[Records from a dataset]
[Start of section]
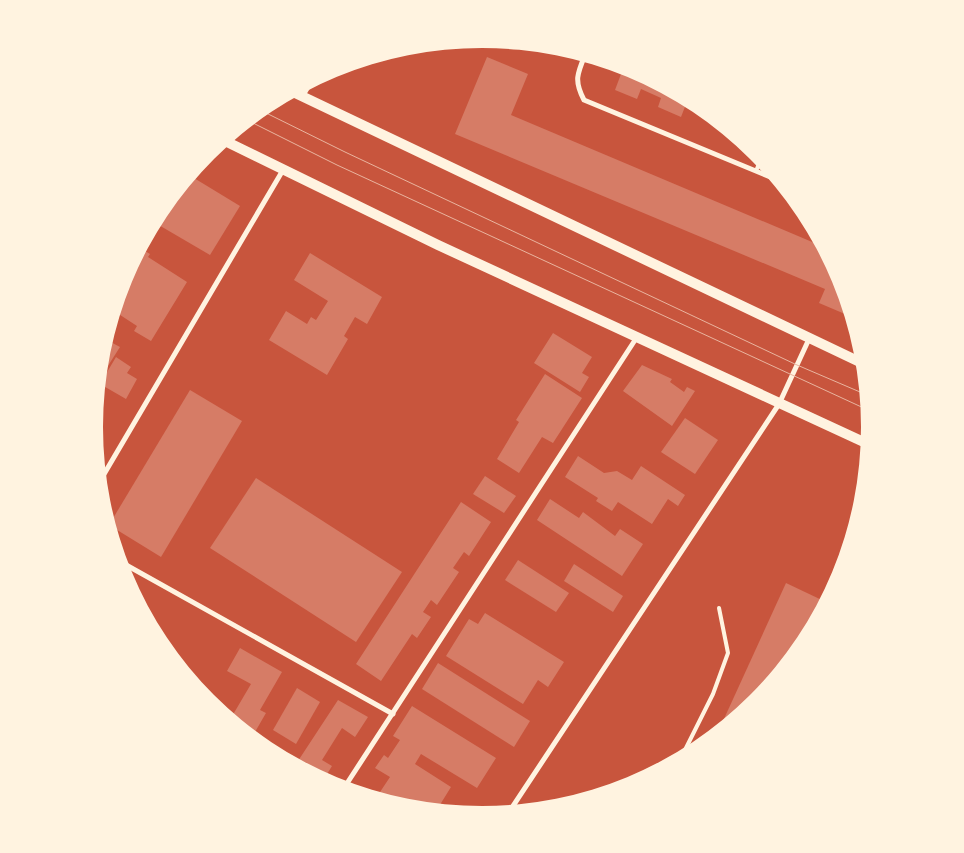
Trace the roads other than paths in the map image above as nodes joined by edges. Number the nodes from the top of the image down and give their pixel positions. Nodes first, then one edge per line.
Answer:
1 (583, 61) edge
2 (305, 91) edge
3 (298, 95) edge
4 (302, 97) junction
5 (230, 144) edge
6 (758, 167) edge
7 (283, 170) junction
8 (756, 171) junction
9 (765, 175) edge
10 (637, 337) junction
11 (809, 338) junction
12 (855, 360) edge
13 (779, 404) junction
14 (860, 441) edge
15 (106, 471) edge
16 (130, 567) edge
17 (719, 608) dead end
18 (393, 714) junction
19 (687, 746) edge
20 (349, 781) edge
21 (515, 804) edge

1 - 8 street
2 - 4 street
3 - 4 main road
4 - 11 main road
5 - 7 main road
6 - 8 lane
7 - 10 main road
7 - 15 street
8 - 9 street
10 - 13 main road
10 - 18 street
11 - 12 main road
11 - 13 street
13 - 14 main road
13 - 21 street
16 - 18 street
17 - 19 lane
18 - 20 street

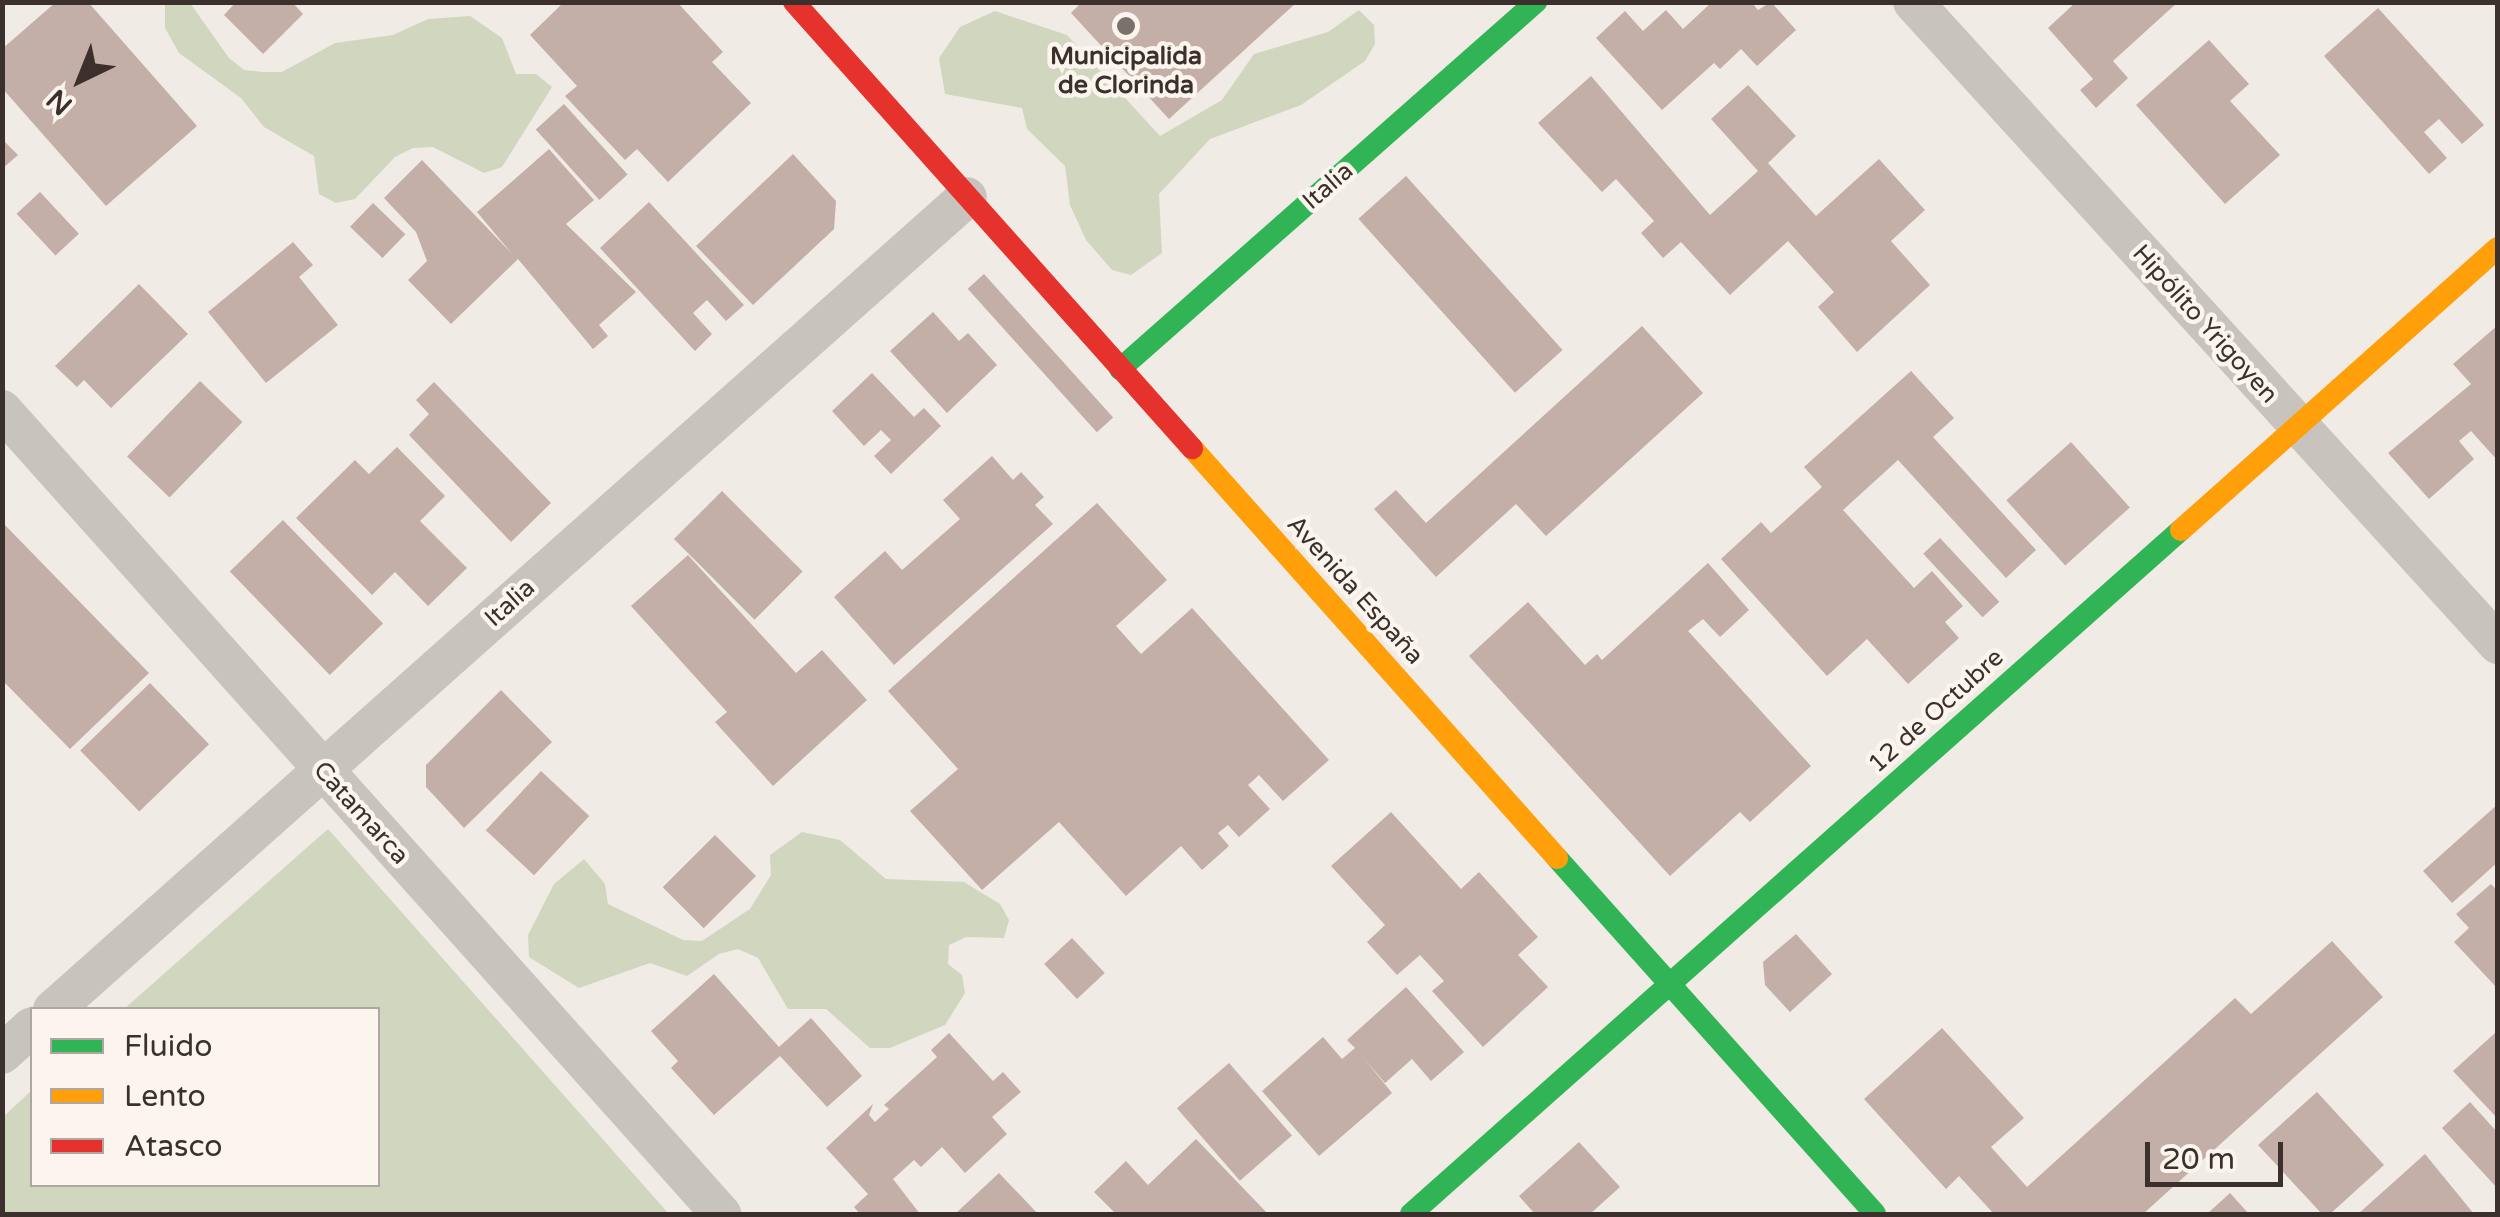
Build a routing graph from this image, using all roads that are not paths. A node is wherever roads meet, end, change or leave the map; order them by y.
1 (794, 2) edge
2 (1536, 2) edge
3 (1913, 2) edge
4 (967, 197) junction
5 (2498, 248) edge
6 (1120, 369) junction
7 (2, 410) edge
8 (2298, 426) junction
9 (2498, 644) edge
10 (322, 770) junction
11 (1670, 984) junction
12 (55, 1007) edge
13 (30, 1030) edge
14 (2, 1054) edge
15 (721, 1214) edge
16 (1411, 1214) edge
17 (1875, 1214) edge

1 - 4 street, Avenida España
2 - 6 street, Italia
3 - 8 street, Hipólito Yrigoyen
4 - 6 street, Avenida España
4 - 10 street, Italia
5 - 8 street, 12 de Octubre
6 - 11 street, Avenida España
7 - 10 street, Catamarca
8 - 9 street, Hipólito Yrigoyen
8 - 11 street, 12 de Octubre
10 - 12 street, Italia
10 - 15 street, Catamarca
11 - 16 street, 12 de Octubre
11 - 17 street, Avenida España
13 - 14 street

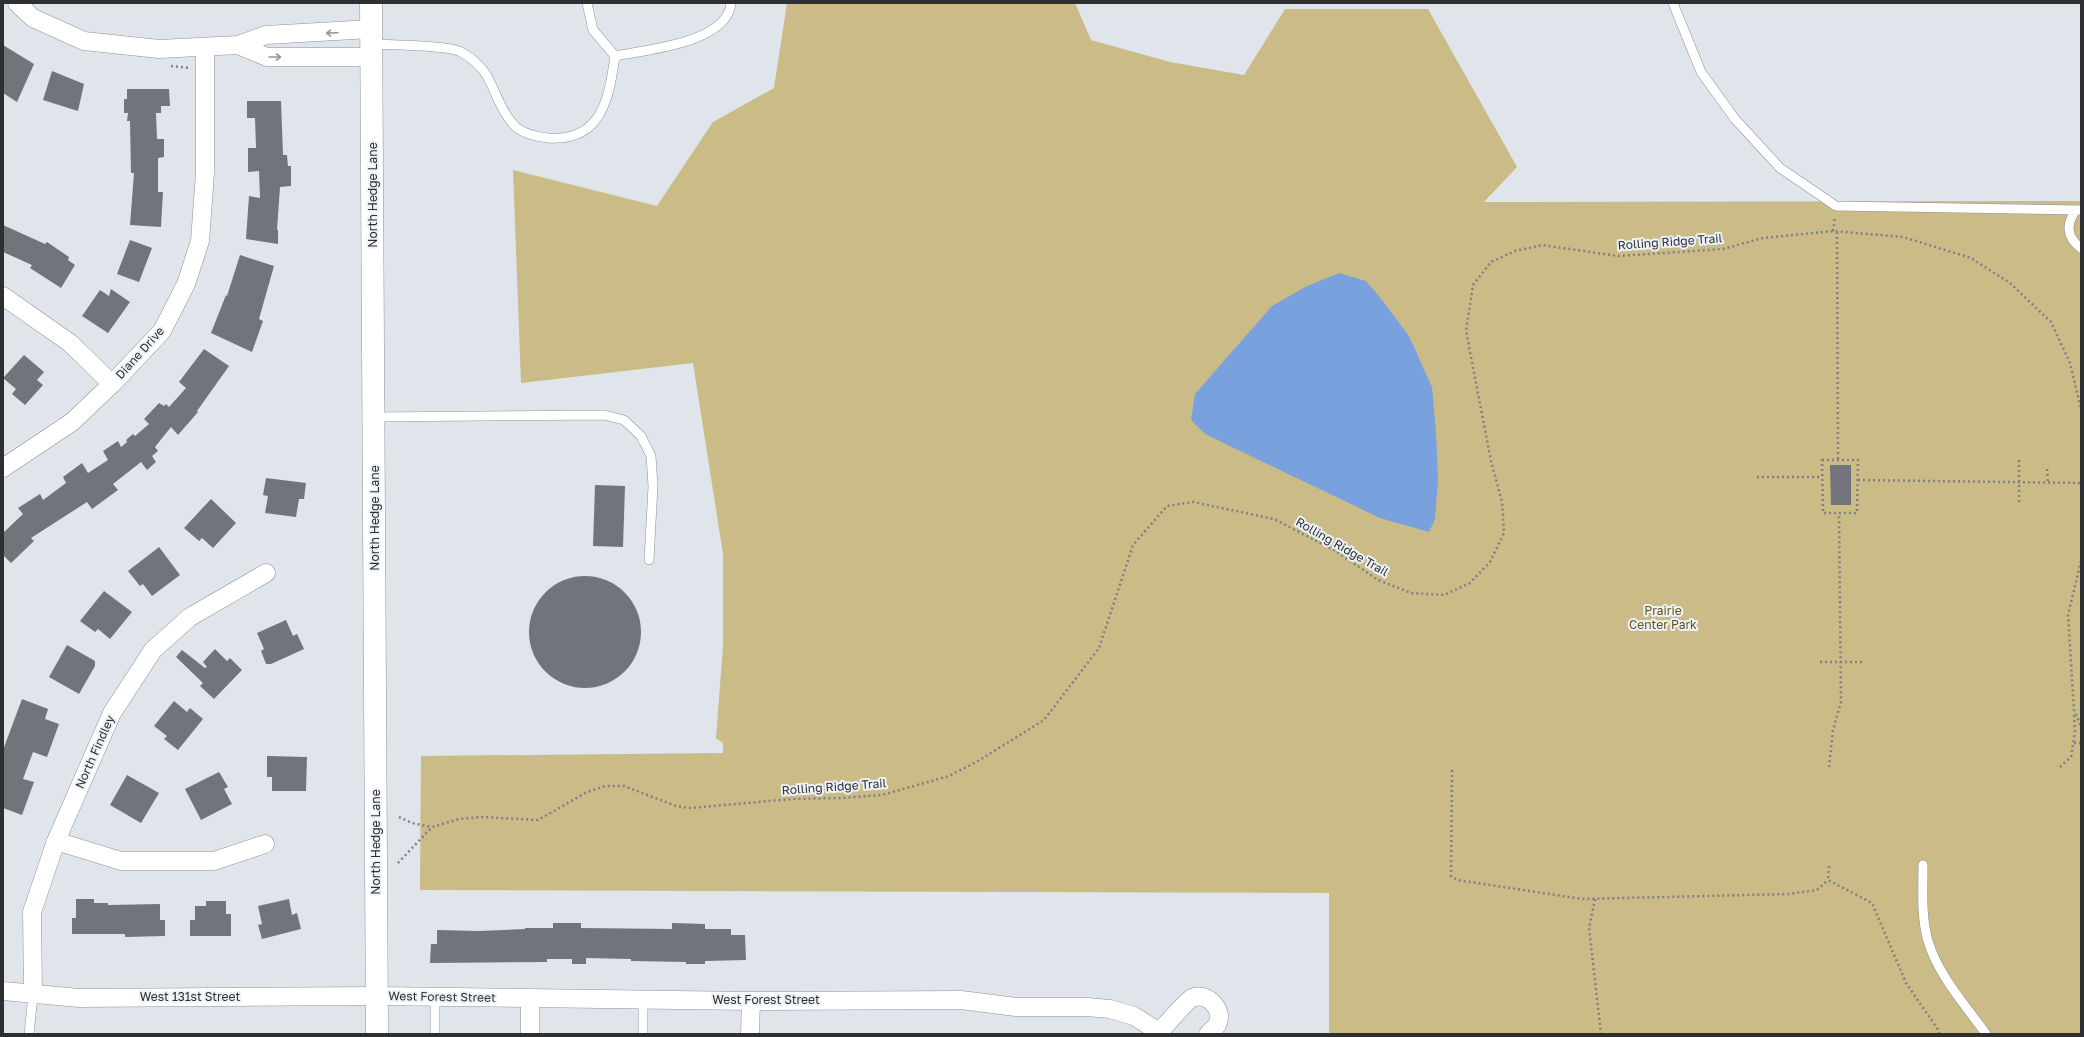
[End of section]
=== WHAT YOU ARE ASKED TO DO ===
Return the entries verbatim without images.

=== TASK SOLUTION ===
Trace the roads other than paths in the map image above as nodes joined by edges. Number the nodes from the top of the image down and give their pixel positions. Nodes first, then one edge per line.
Answer:
1 (583, 61) edge
2 (305, 91) edge
3 (298, 95) edge
4 (302, 97) junction
5 (230, 144) edge
6 (758, 167) edge
7 (283, 170) junction
8 (756, 171) junction
9 (765, 175) edge
10 (637, 337) junction
11 (809, 338) junction
12 (855, 360) edge
13 (779, 404) junction
14 (860, 441) edge
15 (106, 471) edge
16 (130, 567) edge
17 (719, 608) dead end
18 (393, 714) junction
19 (687, 746) edge
20 (349, 781) edge
21 (515, 804) edge

1 - 8 street
2 - 4 street
3 - 4 main road
4 - 11 main road
5 - 7 main road
6 - 8 lane
7 - 10 main road
7 - 15 street
8 - 9 street
10 - 13 main road
10 - 18 street
11 - 12 main road
11 - 13 street
13 - 14 main road
13 - 21 street
16 - 18 street
17 - 19 lane
18 - 20 street

Build a routing graph from this image, using all roads that are not paths. A node is wherever roads meet, end, change or leave the map; order them by y.
1 (794, 2) edge
2 (1536, 2) edge
3 (1913, 2) edge
4 (967, 197) junction
5 (2498, 248) edge
6 (1120, 369) junction
7 (2, 410) edge
8 (2298, 426) junction
9 (2498, 644) edge
10 (322, 770) junction
11 (1670, 984) junction
12 (55, 1007) edge
13 (30, 1030) edge
14 (2, 1054) edge
15 (721, 1214) edge
16 (1411, 1214) edge
17 (1875, 1214) edge

1 - 4 street, Avenida España
2 - 6 street, Italia
3 - 8 street, Hipólito Yrigoyen
4 - 6 street, Avenida España
4 - 10 street, Italia
5 - 8 street, 12 de Octubre
6 - 11 street, Avenida España
7 - 10 street, Catamarca
8 - 9 street, Hipólito Yrigoyen
8 - 11 street, 12 de Octubre
10 - 12 street, Italia
10 - 15 street, Catamarca
11 - 16 street, 12 de Octubre
11 - 17 street, Avenida España
13 - 14 street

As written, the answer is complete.